*Your assignment*: The answer should match the entries that follow exactly, except that no image appears in it.

Saved entries
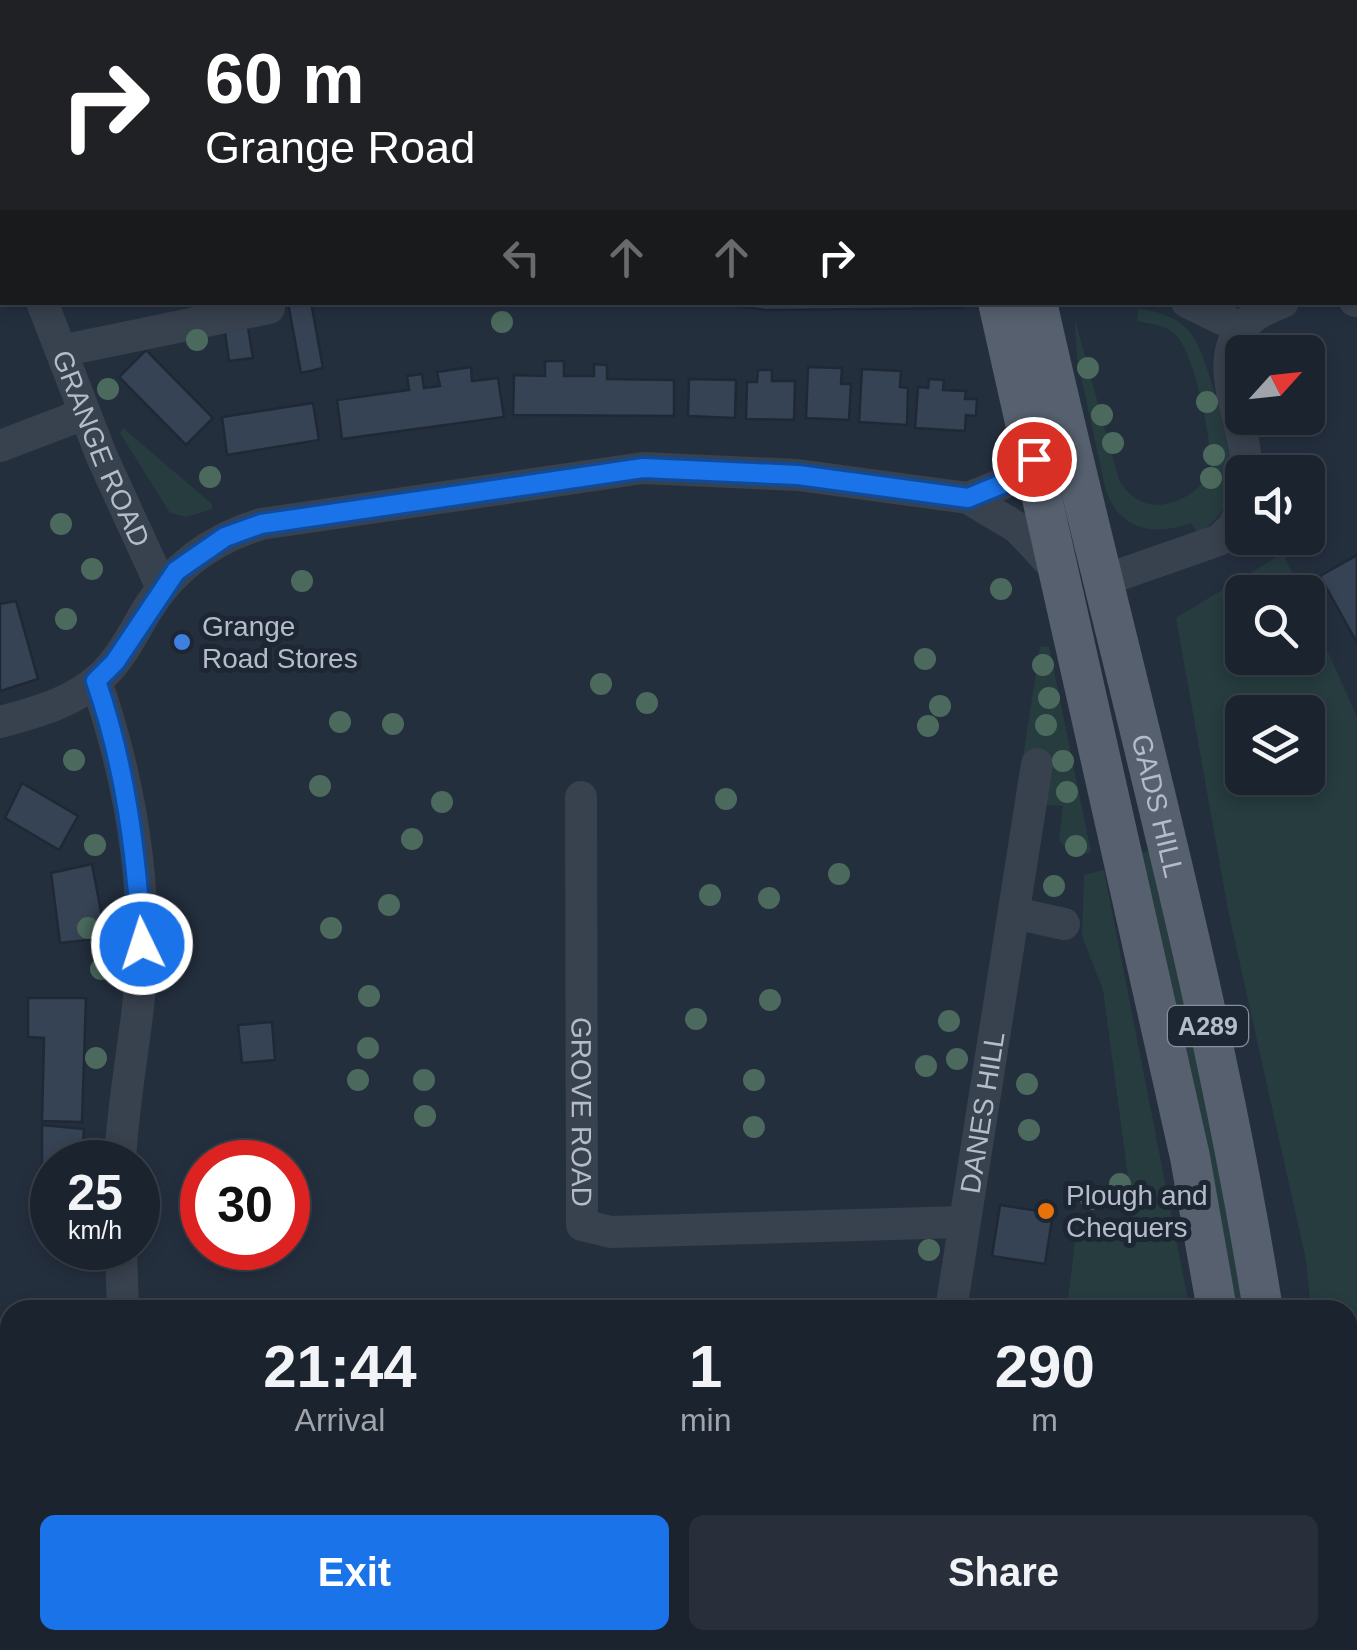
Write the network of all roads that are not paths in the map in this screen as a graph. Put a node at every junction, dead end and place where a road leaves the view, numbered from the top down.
1 (43, 305) edge
2 (999, 305) edge
3 (1038, 305) edge
4 (1192, 305) edge
5 (1277, 305) edge
6 (268, 308) dead end
7 (1242, 329) junction
8 (61, 352) junction
9 (84, 414) junction
10 (0, 446) edge
11 (1244, 455) edge
12 (1034, 459) junction
13 (968, 498) junction
14 (1225, 532) edge
15 (1060, 573) junction
16 (1102, 582) junction
17 (162, 588) junction
18 (96, 681) junction
19 (0, 722) edge
20 (1037, 764) dead end
21 (580, 797) dead end
22 (1014, 913) junction
23 (1064, 924) dead end
24 (122, 1140) edge
25 (963, 1222) junction
26 (122, 1270) edge
27 (123, 1300) edge
28 (952, 1300) edge
29 (1215, 1300) edge
30 (1260, 1300) edge

1 - 8 street, GRANGE ROAD
2 - 12 main road, GADS HILL / A289
3 - 16 main road, GADS HILL / A289
4 - 7 street
5 - 7 street
6 - 8 street
7 - 11 street
8 - 9 street, GRANGE ROAD
9 - 10 street
9 - 17 street, GRANGE ROAD
12 - 13 street
12 - 15 main road, GADS HILL / A289
13 - 15 street
13 - 17 street
14 - 16 street
15 - 29 main road, GADS HILL / A289
16 - 30 main road, GADS HILL / A289
17 - 18 street
18 - 19 street
18 - 24 street
20 - 22 street, DANES HILL
21 - 25 street, GROVE ROAD
22 - 23 street
22 - 25 street, DANES HILL
25 - 28 street, DANES HILL
26 - 27 street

*Answer*:
Write the network of all roads that are not paths in the map in this screen as a graph. Put a node at every junction, dead end and place where a road leaves the view, numbered from the top down.
1 (43, 305) edge
2 (999, 305) edge
3 (1038, 305) edge
4 (1192, 305) edge
5 (1277, 305) edge
6 (268, 308) dead end
7 (1242, 329) junction
8 (61, 352) junction
9 (84, 414) junction
10 (0, 446) edge
11 (1244, 455) edge
12 (1034, 459) junction
13 (968, 498) junction
14 (1225, 532) edge
15 (1060, 573) junction
16 (1102, 582) junction
17 (162, 588) junction
18 (96, 681) junction
19 (0, 722) edge
20 (1037, 764) dead end
21 (580, 797) dead end
22 (1014, 913) junction
23 (1064, 924) dead end
24 (122, 1140) edge
25 (963, 1222) junction
26 (122, 1270) edge
27 (123, 1300) edge
28 (952, 1300) edge
29 (1215, 1300) edge
30 (1260, 1300) edge

1 - 8 street, GRANGE ROAD
2 - 12 main road, GADS HILL / A289
3 - 16 main road, GADS HILL / A289
4 - 7 street
5 - 7 street
6 - 8 street
7 - 11 street
8 - 9 street, GRANGE ROAD
9 - 10 street
9 - 17 street, GRANGE ROAD
12 - 13 street
12 - 15 main road, GADS HILL / A289
13 - 15 street
13 - 17 street
14 - 16 street
15 - 29 main road, GADS HILL / A289
16 - 30 main road, GADS HILL / A289
17 - 18 street
18 - 19 street
18 - 24 street
20 - 22 street, DANES HILL
21 - 25 street, GROVE ROAD
22 - 23 street
22 - 25 street, DANES HILL
25 - 28 street, DANES HILL
26 - 27 street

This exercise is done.